Three tech bets in one mount

Displace is stacking three ideas into one product: fast attachment, wire-free power, and a software layer. The company says the Hub works with TVs from 55 inches to 100 inches without permanent hardware.

On the smart side, Displace says Displace OS 2.0 brings an “ambient computing” feel to the screen, including a second-screen experience through Controller 2.0 that shows related info and controls while you watch. The Hub also includes two HDMI inputs for external devices, plus a safety feature Displace calls Landing Gear to reduce the risk of slips or detachments.

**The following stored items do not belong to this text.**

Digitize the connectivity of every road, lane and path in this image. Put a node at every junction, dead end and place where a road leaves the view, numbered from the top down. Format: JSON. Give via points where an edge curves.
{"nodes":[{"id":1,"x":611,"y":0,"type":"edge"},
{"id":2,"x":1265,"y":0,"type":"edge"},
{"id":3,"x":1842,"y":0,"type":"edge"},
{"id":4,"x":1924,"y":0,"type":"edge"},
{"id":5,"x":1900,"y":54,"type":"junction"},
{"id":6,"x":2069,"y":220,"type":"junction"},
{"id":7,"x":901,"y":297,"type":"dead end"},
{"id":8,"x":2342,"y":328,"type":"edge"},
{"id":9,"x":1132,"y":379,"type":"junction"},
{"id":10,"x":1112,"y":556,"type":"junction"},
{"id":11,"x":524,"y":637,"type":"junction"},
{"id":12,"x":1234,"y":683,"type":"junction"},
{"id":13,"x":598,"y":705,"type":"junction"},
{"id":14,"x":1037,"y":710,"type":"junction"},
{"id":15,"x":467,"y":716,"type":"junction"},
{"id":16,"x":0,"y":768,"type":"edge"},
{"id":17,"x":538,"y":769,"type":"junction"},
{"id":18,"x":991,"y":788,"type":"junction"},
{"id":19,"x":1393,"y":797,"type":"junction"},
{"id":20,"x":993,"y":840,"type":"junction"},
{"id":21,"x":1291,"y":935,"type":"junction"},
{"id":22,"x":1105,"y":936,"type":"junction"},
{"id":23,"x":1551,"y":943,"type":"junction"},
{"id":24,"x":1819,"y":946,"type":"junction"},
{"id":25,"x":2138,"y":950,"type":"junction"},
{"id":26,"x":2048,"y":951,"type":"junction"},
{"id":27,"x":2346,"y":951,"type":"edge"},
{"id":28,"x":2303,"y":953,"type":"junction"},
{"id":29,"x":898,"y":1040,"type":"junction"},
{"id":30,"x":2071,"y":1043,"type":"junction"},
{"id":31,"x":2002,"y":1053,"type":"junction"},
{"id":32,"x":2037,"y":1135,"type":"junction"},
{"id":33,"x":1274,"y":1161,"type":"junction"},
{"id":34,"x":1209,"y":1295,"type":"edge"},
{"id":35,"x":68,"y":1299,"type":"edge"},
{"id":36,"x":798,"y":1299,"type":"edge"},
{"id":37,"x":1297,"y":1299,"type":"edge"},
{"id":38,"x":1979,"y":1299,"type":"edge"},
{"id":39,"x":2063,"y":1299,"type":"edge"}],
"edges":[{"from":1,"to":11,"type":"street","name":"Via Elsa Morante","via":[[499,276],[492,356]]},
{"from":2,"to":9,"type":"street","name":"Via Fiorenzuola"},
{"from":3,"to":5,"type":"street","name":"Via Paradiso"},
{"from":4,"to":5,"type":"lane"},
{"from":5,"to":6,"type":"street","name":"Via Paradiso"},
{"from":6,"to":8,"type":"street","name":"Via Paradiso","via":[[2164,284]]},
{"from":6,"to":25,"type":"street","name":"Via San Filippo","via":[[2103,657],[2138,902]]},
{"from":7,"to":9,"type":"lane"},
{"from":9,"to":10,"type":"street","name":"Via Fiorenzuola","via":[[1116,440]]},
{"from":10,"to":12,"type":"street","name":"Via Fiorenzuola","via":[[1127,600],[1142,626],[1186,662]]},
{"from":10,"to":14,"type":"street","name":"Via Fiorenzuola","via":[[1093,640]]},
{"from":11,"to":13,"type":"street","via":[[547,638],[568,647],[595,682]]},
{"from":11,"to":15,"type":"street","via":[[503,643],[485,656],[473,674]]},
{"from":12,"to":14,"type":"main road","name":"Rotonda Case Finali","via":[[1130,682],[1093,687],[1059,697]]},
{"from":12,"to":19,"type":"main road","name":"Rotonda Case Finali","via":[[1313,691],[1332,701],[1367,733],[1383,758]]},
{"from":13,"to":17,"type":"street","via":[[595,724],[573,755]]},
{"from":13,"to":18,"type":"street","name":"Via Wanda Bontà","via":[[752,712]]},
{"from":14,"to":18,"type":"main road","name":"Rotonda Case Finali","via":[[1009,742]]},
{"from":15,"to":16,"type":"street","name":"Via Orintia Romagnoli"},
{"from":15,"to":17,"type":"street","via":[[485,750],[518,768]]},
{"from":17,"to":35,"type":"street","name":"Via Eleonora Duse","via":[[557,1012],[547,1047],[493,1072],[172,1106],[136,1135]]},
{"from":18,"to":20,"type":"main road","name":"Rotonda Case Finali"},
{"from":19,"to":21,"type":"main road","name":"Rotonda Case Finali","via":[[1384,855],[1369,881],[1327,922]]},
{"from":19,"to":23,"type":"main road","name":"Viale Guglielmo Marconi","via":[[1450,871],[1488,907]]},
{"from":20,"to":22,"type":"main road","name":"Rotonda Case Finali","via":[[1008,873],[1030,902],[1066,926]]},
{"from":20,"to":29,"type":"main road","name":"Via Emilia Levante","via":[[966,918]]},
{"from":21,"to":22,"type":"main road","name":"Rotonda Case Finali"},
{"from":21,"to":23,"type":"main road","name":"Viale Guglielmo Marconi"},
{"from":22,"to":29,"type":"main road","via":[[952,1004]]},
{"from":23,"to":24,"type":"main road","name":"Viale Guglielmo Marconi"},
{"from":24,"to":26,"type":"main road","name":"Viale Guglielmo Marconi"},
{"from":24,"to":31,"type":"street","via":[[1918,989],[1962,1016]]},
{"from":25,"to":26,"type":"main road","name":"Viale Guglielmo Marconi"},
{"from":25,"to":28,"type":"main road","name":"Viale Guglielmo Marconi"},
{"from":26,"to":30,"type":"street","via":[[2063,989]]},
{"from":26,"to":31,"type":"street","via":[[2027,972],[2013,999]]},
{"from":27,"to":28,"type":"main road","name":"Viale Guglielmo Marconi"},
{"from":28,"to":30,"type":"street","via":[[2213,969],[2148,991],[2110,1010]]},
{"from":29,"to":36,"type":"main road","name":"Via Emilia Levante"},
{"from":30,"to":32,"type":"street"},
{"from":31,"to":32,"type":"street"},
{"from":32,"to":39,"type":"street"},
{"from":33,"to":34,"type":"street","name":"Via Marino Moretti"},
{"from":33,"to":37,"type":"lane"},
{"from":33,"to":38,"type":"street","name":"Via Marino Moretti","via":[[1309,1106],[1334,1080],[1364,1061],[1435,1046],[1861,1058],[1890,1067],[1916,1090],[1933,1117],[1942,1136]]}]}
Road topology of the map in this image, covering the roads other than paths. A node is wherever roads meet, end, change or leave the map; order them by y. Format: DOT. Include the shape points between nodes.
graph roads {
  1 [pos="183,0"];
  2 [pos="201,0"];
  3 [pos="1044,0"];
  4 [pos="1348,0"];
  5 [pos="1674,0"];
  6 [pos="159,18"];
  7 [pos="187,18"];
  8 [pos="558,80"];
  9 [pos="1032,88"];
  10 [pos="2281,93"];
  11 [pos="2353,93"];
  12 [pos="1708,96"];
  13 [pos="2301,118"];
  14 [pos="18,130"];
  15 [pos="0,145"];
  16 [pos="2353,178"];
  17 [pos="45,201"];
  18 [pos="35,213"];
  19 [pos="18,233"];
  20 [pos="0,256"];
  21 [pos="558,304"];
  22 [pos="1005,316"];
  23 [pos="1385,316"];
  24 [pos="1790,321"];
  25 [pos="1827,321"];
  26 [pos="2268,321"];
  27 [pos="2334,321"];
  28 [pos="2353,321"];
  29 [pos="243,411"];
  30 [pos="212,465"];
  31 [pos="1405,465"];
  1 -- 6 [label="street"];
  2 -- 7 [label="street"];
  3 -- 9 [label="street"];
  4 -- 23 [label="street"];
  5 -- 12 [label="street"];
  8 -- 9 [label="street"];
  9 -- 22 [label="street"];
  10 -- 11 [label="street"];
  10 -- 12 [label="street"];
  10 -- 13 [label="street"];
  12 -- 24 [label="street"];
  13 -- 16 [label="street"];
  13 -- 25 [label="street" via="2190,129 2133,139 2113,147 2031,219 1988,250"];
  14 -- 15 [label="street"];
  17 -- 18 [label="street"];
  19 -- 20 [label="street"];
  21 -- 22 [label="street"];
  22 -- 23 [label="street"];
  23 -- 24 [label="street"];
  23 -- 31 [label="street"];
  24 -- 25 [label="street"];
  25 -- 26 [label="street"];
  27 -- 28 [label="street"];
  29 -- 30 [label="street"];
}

Where the promise gets tricky

“Any surface” and “any TV” sound great until you picture a 100-inch panel, a textured wall, and months of daily use. The suction system will need to hold up to dust, heat, and repeat mount-and-remove cycles, not just a clean demo wall.

Then there’s battery life. Displace calls the setup “truly wireless,” but it hasn’t shared runtime, charging method, or what happens when power drops mid-session. If the Hub turns power into the new friction point, the “no cables” win starts to look more complicated.

What to watch before you pre-order

Displace says it’ll demo the Hub at CES 2026 and open pre-orders during the show. If you’re shopping, treat the demo like a stress test: multiple surfaces, multiple TV sizes, and repeat cycles without fuss.

The takeaway: enjoy the concept, but wait for pricing and battery specs before committing. Those two details will decide whether Displace Hub replaces your mount, or just replaces one headache with another.

Paulo Vargas
Paulo Vargas is an English major turned reporter turned technical writer, with a career that has always circled back to…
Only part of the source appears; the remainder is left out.